*** Opening Provided entries ***

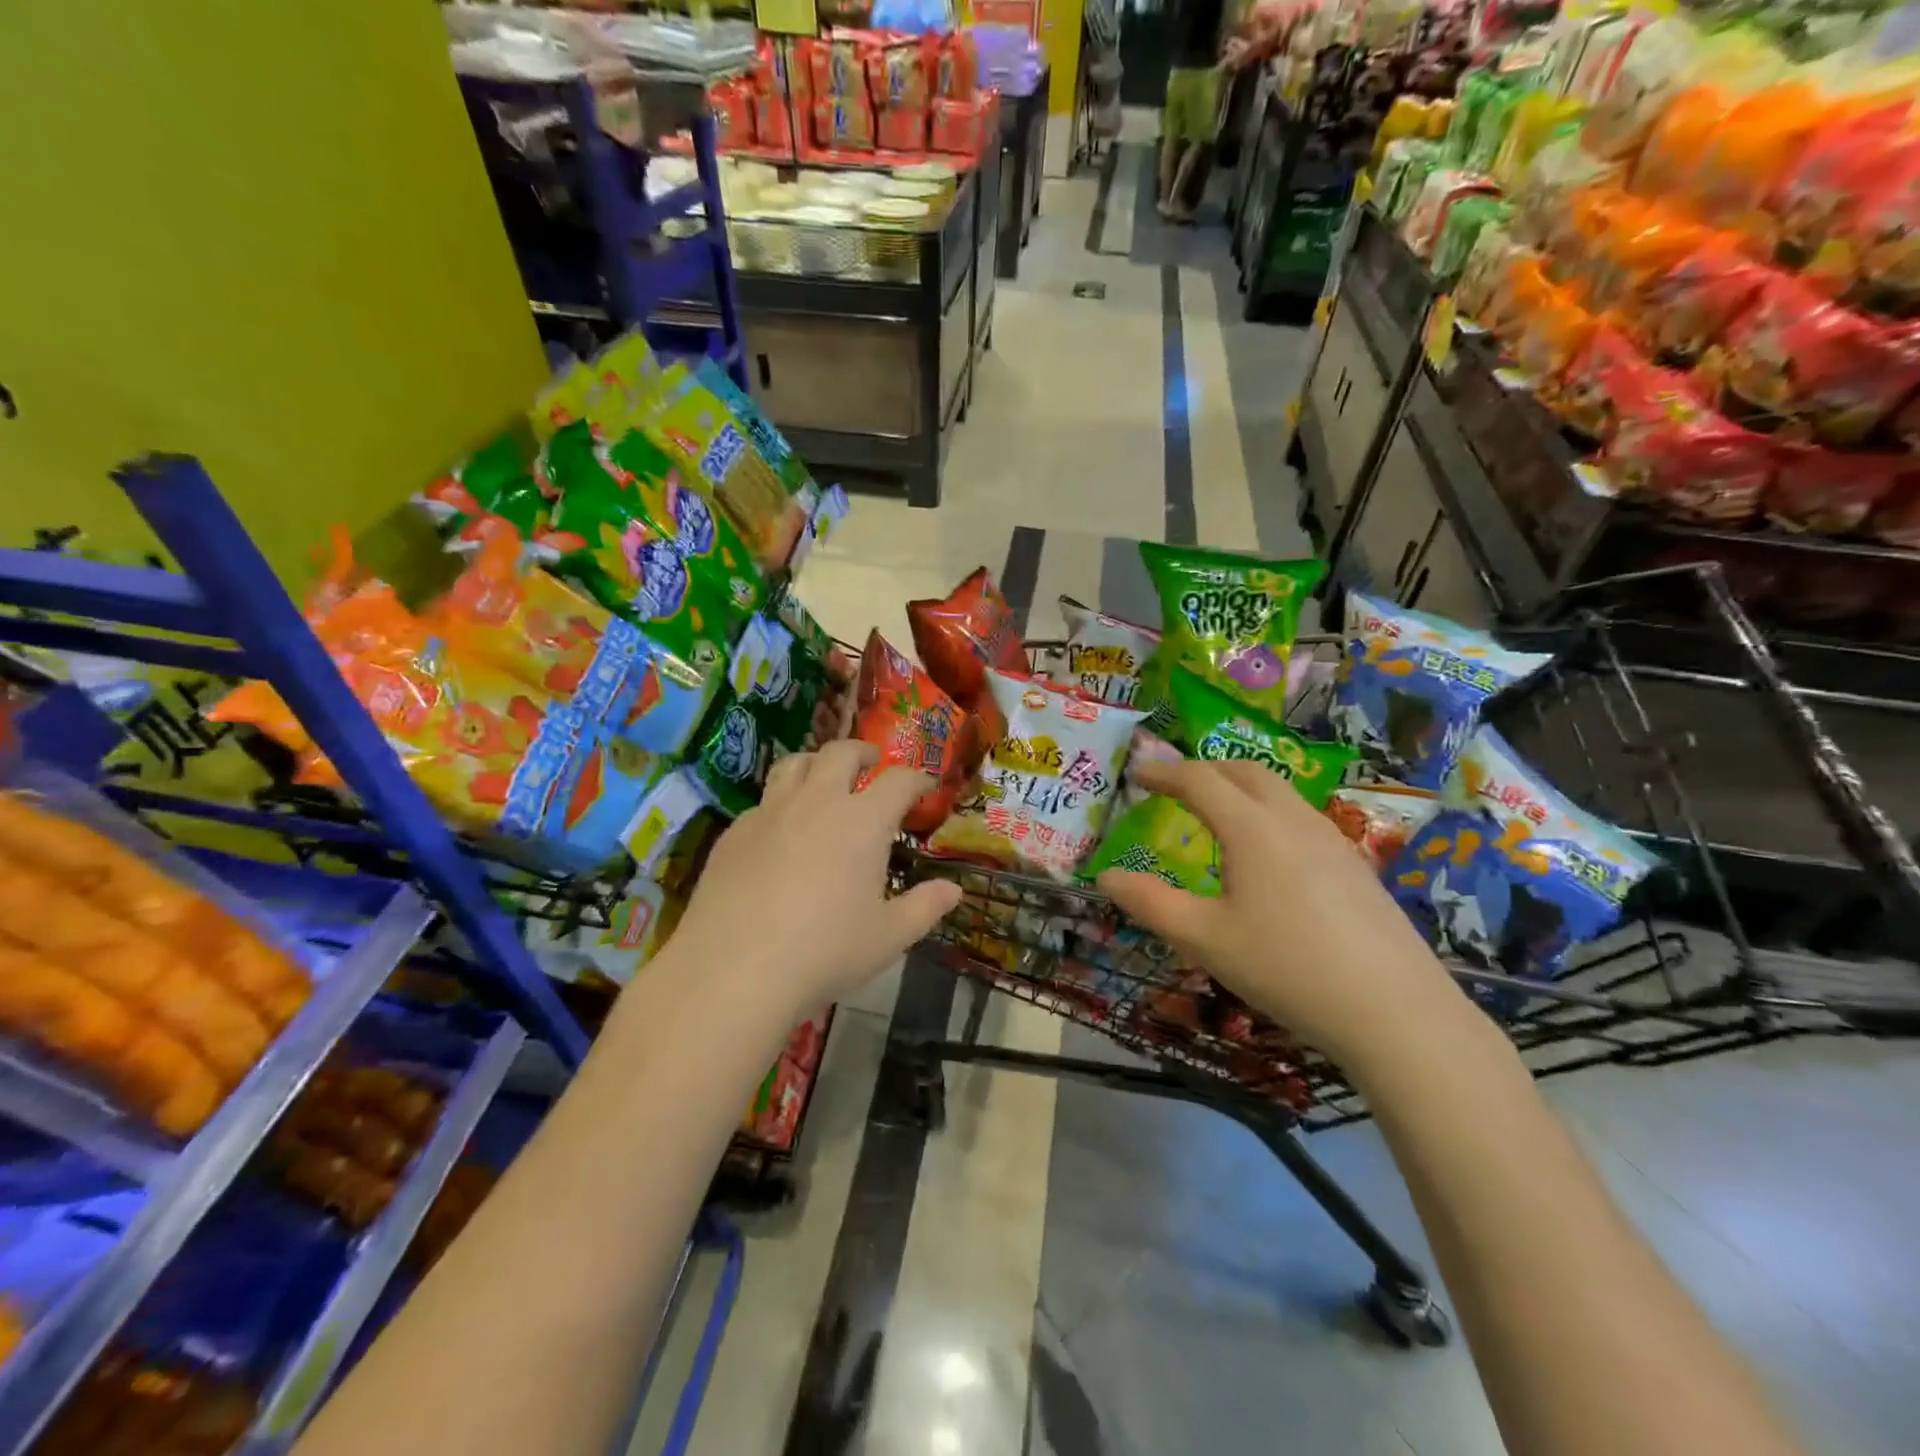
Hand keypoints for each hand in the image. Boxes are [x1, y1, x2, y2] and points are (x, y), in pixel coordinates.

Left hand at [668, 740, 962, 1018]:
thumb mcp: (889, 937)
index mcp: (862, 821)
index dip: (917, 778)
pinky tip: (781, 833)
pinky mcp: (734, 833)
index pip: (898, 780)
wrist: (734, 970)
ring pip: (794, 764)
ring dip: (817, 763)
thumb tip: (954, 890)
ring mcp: (770, 813)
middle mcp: (817, 802)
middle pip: (841, 752)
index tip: (925, 787)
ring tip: (824, 779)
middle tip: (872, 764)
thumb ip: (925, 908)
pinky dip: (781, 803)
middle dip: (863, 752)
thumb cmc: (825, 952)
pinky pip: (763, 801)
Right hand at [1096, 759, 1465, 1068]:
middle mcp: (1292, 819)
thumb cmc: (1287, 968)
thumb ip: (1150, 903)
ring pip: (1278, 790)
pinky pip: (1300, 816)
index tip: (1137, 774)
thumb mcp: (1205, 940)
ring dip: (1239, 786)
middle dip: (1203, 768)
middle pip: (1244, 771)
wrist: (1396, 1011)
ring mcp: (1331, 839)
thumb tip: (1105, 877)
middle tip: (1174, 785)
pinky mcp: (1354, 864)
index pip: (1200, 780)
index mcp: (1252, 828)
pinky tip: (1267, 852)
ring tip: (1216, 811)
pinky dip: (1267, 810)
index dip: (1164, 772)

*** Closing Provided entries ***

What you will do: Write out exactly the lines from the one with "thumb ip: (925, 908)" through the end of the records above, both ends included, and leave out all other lines.

Final answer:
thumb ip: (925, 908)
pinky dip: (781, 803)
middle dip: (863, 752)
thumb cmc: (825, 952)
pinky pip: (763, 801)
Right hand at [1096, 759, 1465, 1068]:
middle mcp: (1292, 819)
thumb cmc: (1287, 968)
thumb ip: (1150, 903)
ring pip: (1278, 790)
pinky pip: (1300, 816)
index tip: (1137, 774)
thumb mcp: (1205, 940)
ring dip: (1239, 786)
middle dip: (1203, 768)
middle pip: (1244, 771)
wrist: (1396, 1011)
ring mcp: (1331, 839)
thumb tip: (1105, 877)
middle tip: (1174, 785)
pinky mcp: (1354, 864)
index pip: (1200, 780)
index mcp: (1252, 828)
pinky tip: (1267, 852)
ring tip: (1216, 811)
pinky dip: (1267, 810)
index dip: (1164, 772)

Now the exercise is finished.